I will tell you why I find this fascinating.  Here we have a possible blue print to provide the foundation of new industries.  One need only look on a map of America (or Canada, particularly Ontario or Quebec) and find cities and townships hit hard by factory closures.  Folks who have worked there for years, or just started but (unfortunately) at the wrong time, still have skills and experience for industrial work.  Too many times, we have forsaken our industrial heritage. where entire industrial parks have been demolished and uprooted in favor of new shopping centers or residential planning areas littered with “McMansions.”  Currently, near me we used to have the Revell-Monogram factory which used to build those toy model kits that everyone loved.  A year or so ago the place was demolished (the work I suspect going to China) and a new “condo park” was built in its place.  Suffice it to say, the place is an eyesore in a bad location and barely enough units have been sold to keep the developer solvent (well that’s what I’ve been hearing).

Yet here we have plans on encouraging capital development in new green manufacturing firms.  Initiatives to retraining pertaining to a relavent industrial field versus something entirely different.

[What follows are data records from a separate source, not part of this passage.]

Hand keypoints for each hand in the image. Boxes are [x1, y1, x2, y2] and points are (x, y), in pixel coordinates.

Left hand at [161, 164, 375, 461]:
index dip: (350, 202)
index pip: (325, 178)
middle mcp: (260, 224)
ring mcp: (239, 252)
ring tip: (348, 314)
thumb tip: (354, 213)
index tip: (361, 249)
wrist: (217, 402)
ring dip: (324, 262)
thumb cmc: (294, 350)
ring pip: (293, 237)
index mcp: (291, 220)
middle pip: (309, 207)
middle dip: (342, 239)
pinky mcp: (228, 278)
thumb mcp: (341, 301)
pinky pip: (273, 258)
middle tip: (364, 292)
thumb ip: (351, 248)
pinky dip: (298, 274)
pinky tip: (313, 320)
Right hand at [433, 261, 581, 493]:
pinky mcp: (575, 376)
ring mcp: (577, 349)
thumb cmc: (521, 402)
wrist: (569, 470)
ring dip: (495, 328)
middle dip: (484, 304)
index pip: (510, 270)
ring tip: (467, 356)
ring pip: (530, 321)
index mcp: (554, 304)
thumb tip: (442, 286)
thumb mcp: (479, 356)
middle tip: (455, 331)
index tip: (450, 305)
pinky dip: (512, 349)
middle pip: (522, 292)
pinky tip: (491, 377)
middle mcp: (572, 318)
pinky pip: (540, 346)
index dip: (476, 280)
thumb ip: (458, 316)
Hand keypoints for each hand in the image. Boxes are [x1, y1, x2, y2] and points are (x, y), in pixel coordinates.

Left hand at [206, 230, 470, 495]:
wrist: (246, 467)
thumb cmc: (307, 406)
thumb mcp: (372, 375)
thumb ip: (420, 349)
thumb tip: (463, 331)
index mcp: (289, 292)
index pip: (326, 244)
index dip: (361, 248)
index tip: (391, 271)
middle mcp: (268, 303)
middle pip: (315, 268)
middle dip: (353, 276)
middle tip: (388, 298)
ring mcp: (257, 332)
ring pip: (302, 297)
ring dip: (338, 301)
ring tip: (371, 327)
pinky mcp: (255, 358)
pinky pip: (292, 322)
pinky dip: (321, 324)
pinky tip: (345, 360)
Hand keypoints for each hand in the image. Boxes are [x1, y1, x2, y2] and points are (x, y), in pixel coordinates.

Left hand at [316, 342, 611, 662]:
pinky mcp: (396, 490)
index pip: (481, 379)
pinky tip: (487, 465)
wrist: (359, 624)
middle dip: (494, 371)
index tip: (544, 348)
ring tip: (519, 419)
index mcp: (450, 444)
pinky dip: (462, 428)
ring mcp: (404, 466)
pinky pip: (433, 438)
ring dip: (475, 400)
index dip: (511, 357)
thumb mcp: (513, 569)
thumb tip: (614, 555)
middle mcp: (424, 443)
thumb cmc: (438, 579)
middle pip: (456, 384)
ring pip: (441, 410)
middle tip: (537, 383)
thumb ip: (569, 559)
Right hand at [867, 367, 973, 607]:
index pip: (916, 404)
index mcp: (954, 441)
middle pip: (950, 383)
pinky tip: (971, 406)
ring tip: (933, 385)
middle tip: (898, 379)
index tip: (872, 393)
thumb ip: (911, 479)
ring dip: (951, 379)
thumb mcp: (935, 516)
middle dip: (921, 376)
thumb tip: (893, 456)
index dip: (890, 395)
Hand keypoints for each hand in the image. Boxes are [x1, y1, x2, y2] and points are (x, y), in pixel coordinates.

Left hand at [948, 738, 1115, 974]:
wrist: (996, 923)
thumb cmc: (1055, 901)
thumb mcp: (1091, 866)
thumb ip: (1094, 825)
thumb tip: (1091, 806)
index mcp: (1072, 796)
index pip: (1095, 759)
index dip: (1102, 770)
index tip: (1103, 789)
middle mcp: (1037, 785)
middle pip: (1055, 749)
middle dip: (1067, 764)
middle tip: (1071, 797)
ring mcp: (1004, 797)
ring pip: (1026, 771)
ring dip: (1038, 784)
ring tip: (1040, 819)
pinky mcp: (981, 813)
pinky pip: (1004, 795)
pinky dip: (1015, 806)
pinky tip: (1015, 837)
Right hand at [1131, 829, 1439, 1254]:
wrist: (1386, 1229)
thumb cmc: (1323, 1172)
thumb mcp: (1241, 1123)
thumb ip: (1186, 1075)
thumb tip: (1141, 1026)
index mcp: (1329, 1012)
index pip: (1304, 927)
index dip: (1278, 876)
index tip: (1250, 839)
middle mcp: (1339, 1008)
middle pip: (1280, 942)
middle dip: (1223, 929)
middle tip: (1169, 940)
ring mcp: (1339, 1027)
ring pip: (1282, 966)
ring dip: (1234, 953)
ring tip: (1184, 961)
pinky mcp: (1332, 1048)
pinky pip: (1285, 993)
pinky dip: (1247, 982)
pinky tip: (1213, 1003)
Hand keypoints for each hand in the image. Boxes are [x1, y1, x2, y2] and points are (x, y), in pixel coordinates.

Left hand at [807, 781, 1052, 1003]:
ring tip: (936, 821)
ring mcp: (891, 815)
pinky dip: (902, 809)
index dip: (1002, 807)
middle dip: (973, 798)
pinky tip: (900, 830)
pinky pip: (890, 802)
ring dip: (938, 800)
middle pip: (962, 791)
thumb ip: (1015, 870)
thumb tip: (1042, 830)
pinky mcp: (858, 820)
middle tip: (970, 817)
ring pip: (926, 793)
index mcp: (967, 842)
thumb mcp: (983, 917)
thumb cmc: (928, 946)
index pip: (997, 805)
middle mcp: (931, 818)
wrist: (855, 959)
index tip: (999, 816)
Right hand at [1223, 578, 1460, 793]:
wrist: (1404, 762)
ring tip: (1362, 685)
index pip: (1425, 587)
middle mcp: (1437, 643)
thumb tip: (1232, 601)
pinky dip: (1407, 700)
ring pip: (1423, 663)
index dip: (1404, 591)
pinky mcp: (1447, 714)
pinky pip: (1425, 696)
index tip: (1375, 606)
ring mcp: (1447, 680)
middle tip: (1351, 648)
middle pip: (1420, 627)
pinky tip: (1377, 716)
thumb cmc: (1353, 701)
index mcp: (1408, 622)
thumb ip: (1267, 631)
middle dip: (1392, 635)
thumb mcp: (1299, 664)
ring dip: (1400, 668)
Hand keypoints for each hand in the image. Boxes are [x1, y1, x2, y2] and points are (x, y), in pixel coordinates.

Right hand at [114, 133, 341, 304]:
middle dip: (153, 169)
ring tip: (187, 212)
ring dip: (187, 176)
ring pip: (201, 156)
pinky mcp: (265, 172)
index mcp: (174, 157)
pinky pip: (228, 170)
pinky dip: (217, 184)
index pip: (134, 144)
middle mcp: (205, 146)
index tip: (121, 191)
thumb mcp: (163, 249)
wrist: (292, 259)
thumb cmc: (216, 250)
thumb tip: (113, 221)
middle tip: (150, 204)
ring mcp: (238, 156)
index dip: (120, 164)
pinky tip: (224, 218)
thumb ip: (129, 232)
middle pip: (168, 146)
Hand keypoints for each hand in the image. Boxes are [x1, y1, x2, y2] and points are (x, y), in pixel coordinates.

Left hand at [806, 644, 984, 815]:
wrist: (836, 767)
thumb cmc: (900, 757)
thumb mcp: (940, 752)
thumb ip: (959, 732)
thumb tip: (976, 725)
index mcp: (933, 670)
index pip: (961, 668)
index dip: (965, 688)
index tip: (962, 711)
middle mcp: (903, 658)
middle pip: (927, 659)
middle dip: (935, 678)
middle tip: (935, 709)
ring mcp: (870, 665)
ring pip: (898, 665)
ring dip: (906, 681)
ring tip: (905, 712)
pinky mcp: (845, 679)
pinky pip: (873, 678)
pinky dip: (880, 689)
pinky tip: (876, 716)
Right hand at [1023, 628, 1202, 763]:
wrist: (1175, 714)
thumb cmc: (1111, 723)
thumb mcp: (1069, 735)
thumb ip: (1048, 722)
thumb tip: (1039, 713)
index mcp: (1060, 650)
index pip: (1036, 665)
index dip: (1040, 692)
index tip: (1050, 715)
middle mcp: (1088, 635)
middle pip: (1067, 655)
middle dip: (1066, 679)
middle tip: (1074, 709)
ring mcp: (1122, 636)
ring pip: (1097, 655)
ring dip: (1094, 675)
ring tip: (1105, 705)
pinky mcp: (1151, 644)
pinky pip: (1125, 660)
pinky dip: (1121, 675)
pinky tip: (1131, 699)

Area rehabilitation programs to deal with past environmental destruction.  Not to mention the maximization of usage of existing facilities still deemed useful.  In a way, it’s “industrial recycling.”  



Cross posted on The Economic Populist and Venomopolis.

1 comment

  1. Yes…I know…I know, it’s Monday, but we all have to face it.  But look on the bright side…we get another week to promote a progressive agenda!  As always, thank you for reading the latest installment of Manufacturing Monday, it means a lot. The economy hasn’t gotten better, yet perhaps…just perhaps, this incoming Administration will start to set things on to the correct path. It’s a long journey folks, and we all in this together!